- [Assignment] Every record below must come back exactly as written, with the images dropped.

- [Exercise input]
= = = = =

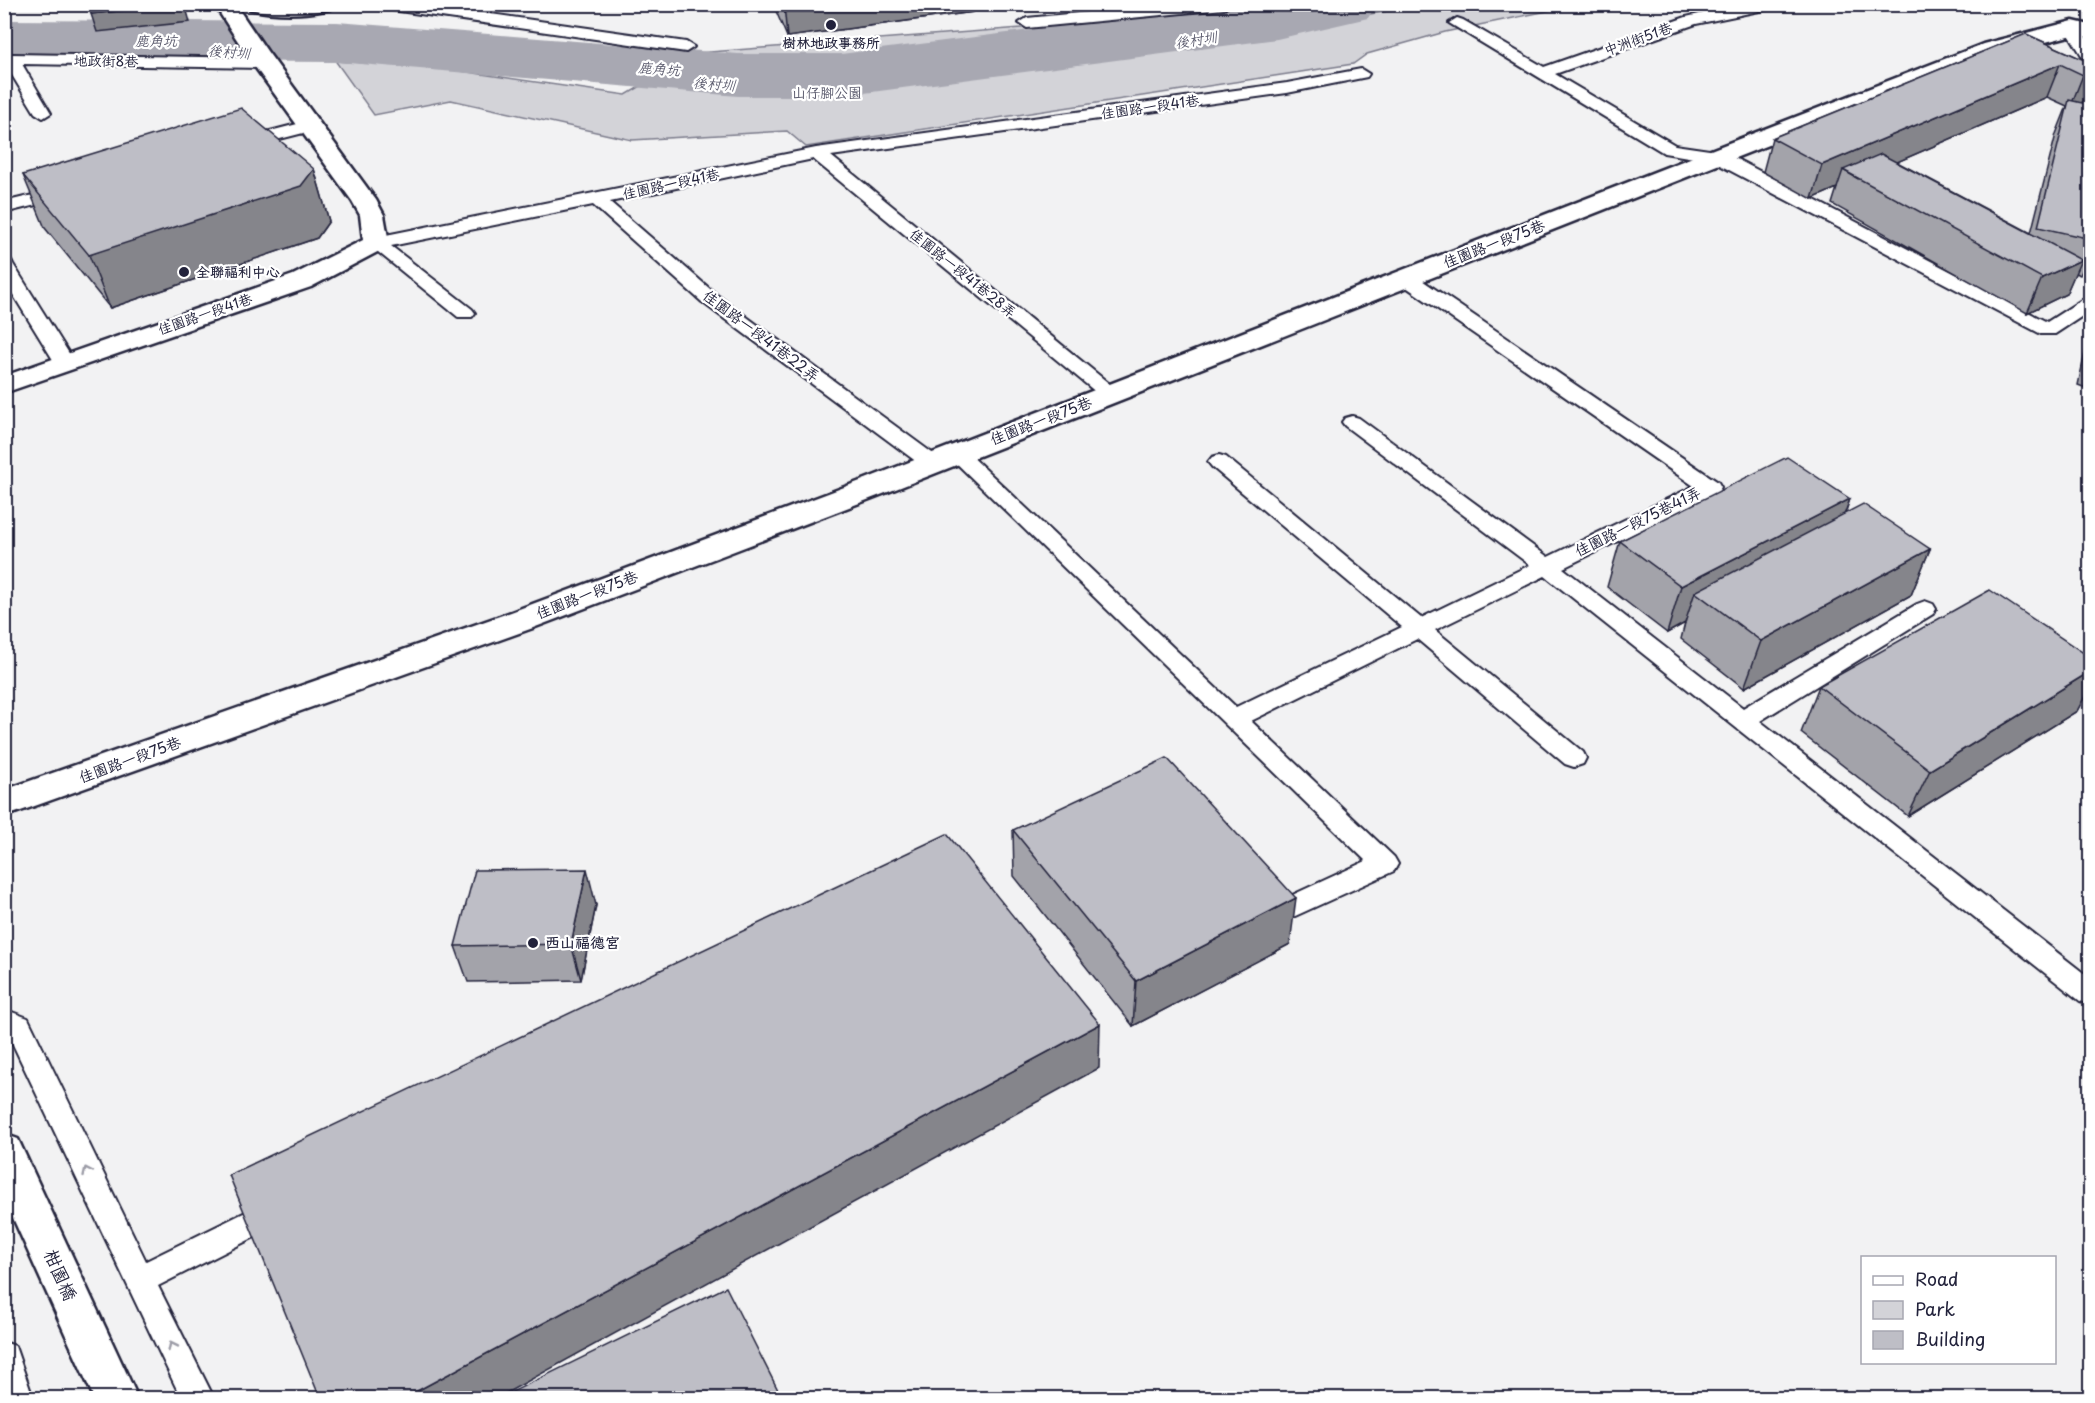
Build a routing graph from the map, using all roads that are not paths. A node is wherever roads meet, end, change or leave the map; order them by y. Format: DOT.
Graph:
graph roads {
  1 [pos="258,4"];
  2 [pos="322,4"];
  3 [pos="385,4"];
  4 [pos="1224,4"];
  5 [pos="1769,4"];
  6 [pos="230,13"];
  7 [pos="1027,22"];
  8 [pos="1457,23"];
  9 [pos="2075,24"];
  10 [pos="686,47"];
  11 [pos="2091,56"];
  12 [pos="261,59"];
  13 [pos="1543,73"];
  14 [pos="1361,74"];
  15 [pos="43,113"];
  16 [pos="309,126"];
  17 [pos="219,150"];
  18 [pos="816,153"];
  19 [pos="1717,156"];
  20 [pos="84,187"];
  21 [pos="597,200"];
  22 [pos="4,208"];
  23 [pos="376,243"];
  24 [pos="4,264"];
  25 [pos="1406,279"];
  26 [pos="2091,303"];
  27 [pos="465,313"];
  28 [pos="65,363"];
  29 [pos="4,385"];
  30 [pos="1110,394"];
  31 [pos="1352,422"];
  32 [pos="945,459"];
  33 [pos="1219,462"];
  34 [pos="1546,566"];
  35 [pos="1925,609"];
  36 [pos="1418,628"];
  37 [pos="1233,719"];
  38 [pos="1742,720"];
  39 [pos="1574,758"];
  40 [pos="4,804"];
  41 [pos="1284,910"];
  42 [pos="2091,993"];
  43 [pos="4,1020"];
  44 [pos="4,1151"];
  45 [pos="298,1200"];
  46 [pos="139,1280"];
  47 [pos="4,1357"];
  48 [pos="17,1398"];
  49 [pos="116,1398"];
  50 [pos="198,1398"];
  1 -- 2 [label="street"];
  3 -- 10 [label="lane"];
  4 -- 7 [label="lane"];
  5 -- 13 [label="lane, 中洲街51巷"];
  6 -- 12 [label="street"];
  8 -- 13 [label="lane"];
  9 -- 11 [label="lane"];
  9 -- 19 [label="street, 佳園路一段75巷"];
  12 -- 15 [label="lane, 地政街8巷"];
  12 -- 16 [label="street"];
  13 -- 19 [label="lane"];
  14 -- 18 [label="lane, 佳園路一段41巷"];
  16 -- 17 [label="lane"];
  16 -- 23 [label="street"];
  18 -- 21 [label="lane, 佳園路一段41巷"];
  18 -- 30 [label="lane, 佳園路一段41巷28弄"];
  19 -- 25 [label="street, 佳園路一段75巷"];
  19 -- 26 [label="lane"];
  20 -- 22 [label="lane"];
  21 -- 23 [label="lane, 佳園路一段41巷"];
  21 -- 32 [label="lane, 佳園路一段41巷22弄"];
  23 -- 27 [label="lane"];
  23 -- 28 [label="street, 佳園路一段41巷"];
  24 -- 28 [label="lane"];
  25 -- 30 [label="street, 佳園路一段75巷"];
  25 -- 34 [label="lane, 佳園路一段75巷41弄"];
  28 -- 29 [label="street, 佳園路一段41巷"];
  30 -- 32 [label="street, 佳園路一段75巷"];
  31 -- 34 [label="lane"];
  32 -- 37 [label="lane, 佳園路一段41巷22弄"];
  32 -- 40 [label="street, 佳園路一段75巷"];
  33 -- 36 [label="lane"];
  34 -- 36 [label="lane, 佳園路一段75巷41弄"];
  34 -- 38 [label="lane"];
  35 -- 38 [label="lane"];
  36 -- 37 [label="lane, 佳園路一段75巷41弄"];
  36 -- 39 [label="lane"];
  37 -- 41 [label="lane, 佳園路一段41巷22弄"];
  38 -- 42 [label="lane"];
  46 -- 43 [label="lane, one-way"];
  44 -- 49 [label="street, 柑園橋"];
  45 -- 46 [label="lane"];
  50 -- 46 [label="lane, one-way"];
  47 -- 48 [label="lane"];
}
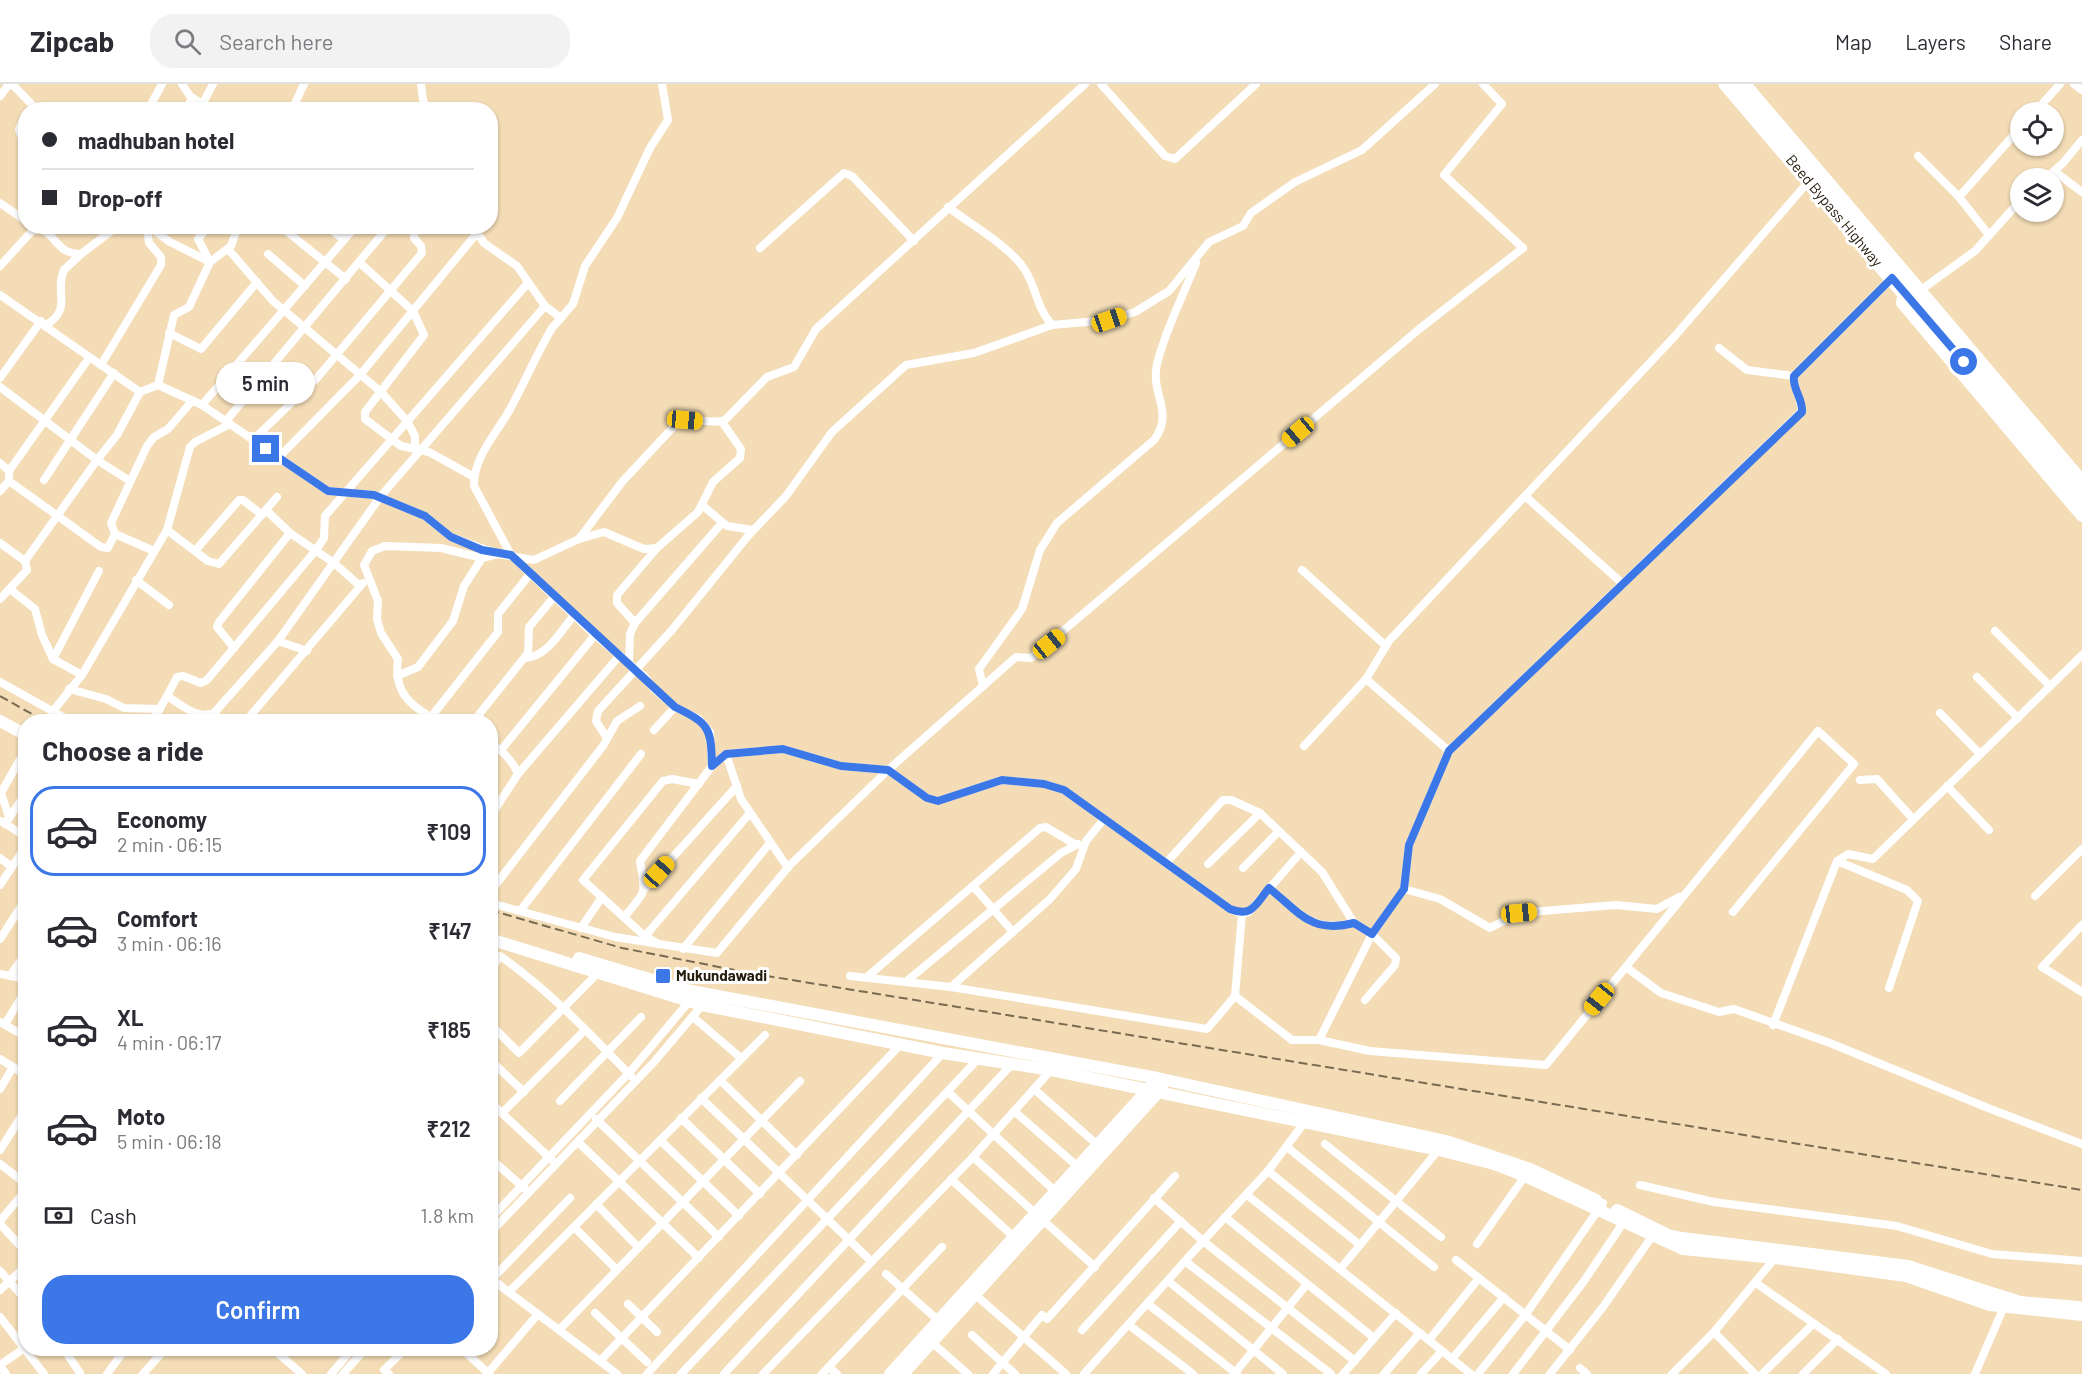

= = = = =

- [Response to this exercise]
Build a routing graph from the map, using all roads that are not paths. A node is wherever roads meet, end, change or leave the map; order them by y. Format: DOT.
Graph:
graph roads {
  1 [pos="258,4"];
  2 [pos="322,4"];
  3 [pos="385,4"];
  4 [pos="1224,4"];
  5 [pos="1769,4"];
  6 [pos="230,13"];
  7 [pos="1027,22"];
  8 [pos="1457,23"];
  9 [pos="2075,24"];
  10 [pos="686,47"];
  11 [pos="2091,56"];
  12 [pos="261,59"];
  13 [pos="1543,73"];
  14 [pos="1361,74"];
  15 [pos="43,113"];
  16 [pos="309,126"];
  17 [pos="219,150"];
  18 [pos="816,153"];
  19 [pos="1717,156"];
  20 [pos="84,187"];
  21 [pos="597,200"];
  22 [pos="4,208"];
  23 [pos="376,243"];
  24 [pos="4,264"];
  25 [pos="1406,279"];
  26 [pos="2091,303"];
  27 [pos="465,313"];
  28 [pos="65,363"];
  29 [pos="4,385"];
  30 [pos="1110,394"];
  31 [pos="1352,422"];
  32 [pos="945,459"];
  33 [pos="1219,462"];
  34 [pos="1546,566"];
  35 [pos="1925,609"];
  36 [pos="1418,628"];
  37 [pos="1233,719"];
  38 [pos="1742,720"];
  39 [pos="1574,758"];
  40 [pos="4,804"];
  41 [pos="1284,910"];
  42 [pos="2091,993"];
  43 [pos="4,1020"];
  44 [pos="4,1151"];
  45 [pos="298,1200"];
  46 [pos="139,1280"];
  47 [pos="4,1357"];
  48 [pos="17,1398"];
  49 [pos="116,1398"];
  50 [pos="198,1398"];
  1 -- 2 [label="street"];
  3 -- 10 [label="lane"];
  4 -- 7 [label="lane"];
  5 -- 13 [label="lane, 中洲街51巷"];
  6 -- 12 [label="street"];
  8 -- 13 [label="lane"];
  9 -- 11 [label="lane"];
  9 -- 19 [label="street, 佳園路一段75巷"];
  12 -- 15 [label="lane, 地政街8巷"];
  12 -- 16 [label="street"];
  13 -- 19 [label="lane"];
  14 -- 18 [label="lane, 佳園路一段41巷"];
  16 -- 17 [label="lane"];
  16 -- 23 [label="street"];
  18 -- 21 [label="lane, 佳園路一段41巷"];
  18 -- 30 [label="lane, 佳園路一段41巷28弄"];
  19 -- 25 [label="street, 佳園路一段75巷"];
  19 -- 26 [label="lane"];
  20 -- 22 [label="lane"];
  21 -- 23 [label="lane, 佳園路一段41巷"];
  21 -- 32 [label="lane, 佳園路一段41巷22弄"];
  23 -- 27 [label="lane"];
  23 -- 28 [label="street, 佳園路一段41巷"];
  24 -- 28 [label="lane"];
  25 -- 30 [label="street, 佳園路一段75巷"];
  25 -- 34 [label="lane, 佳園路一段75巷41弄"];
  28 -- 29 [label="street, 佳園路一段41巷"];
  30 -- 32 [label="street, 佳園路一段75巷"];
  31 -- 34 [label="lane"];
  32 -- 37 [label="lane, 佳園路一段41巷22弄"];
  32 -- 40 [label="street, 佳園路一段75巷"];
  33 -- 36 [label="lane"];
  34 -- 36 [label="lane, 佳園路一段75巷41弄"];
  34 -- 38 [label="lane"];
  35 -- 38 [label="lane"];
  36 -- 37 [label="lane, 佳園路一段75巷41弄"];
  36 -- 39 [label="lane"];
  37 -- 41 [label="lane, 佳園路一段41巷22弄"];
  38 -- 42 [label="lane"];
  46 -- 43 [label="lane, one-way"];
  44 -- 49 [label="street, 柑園橋"];
  45 -- 46 [label="lane"];
  50 -- 46 [label="lane, one-way"];
  47 -- 48 [label="lane"];
}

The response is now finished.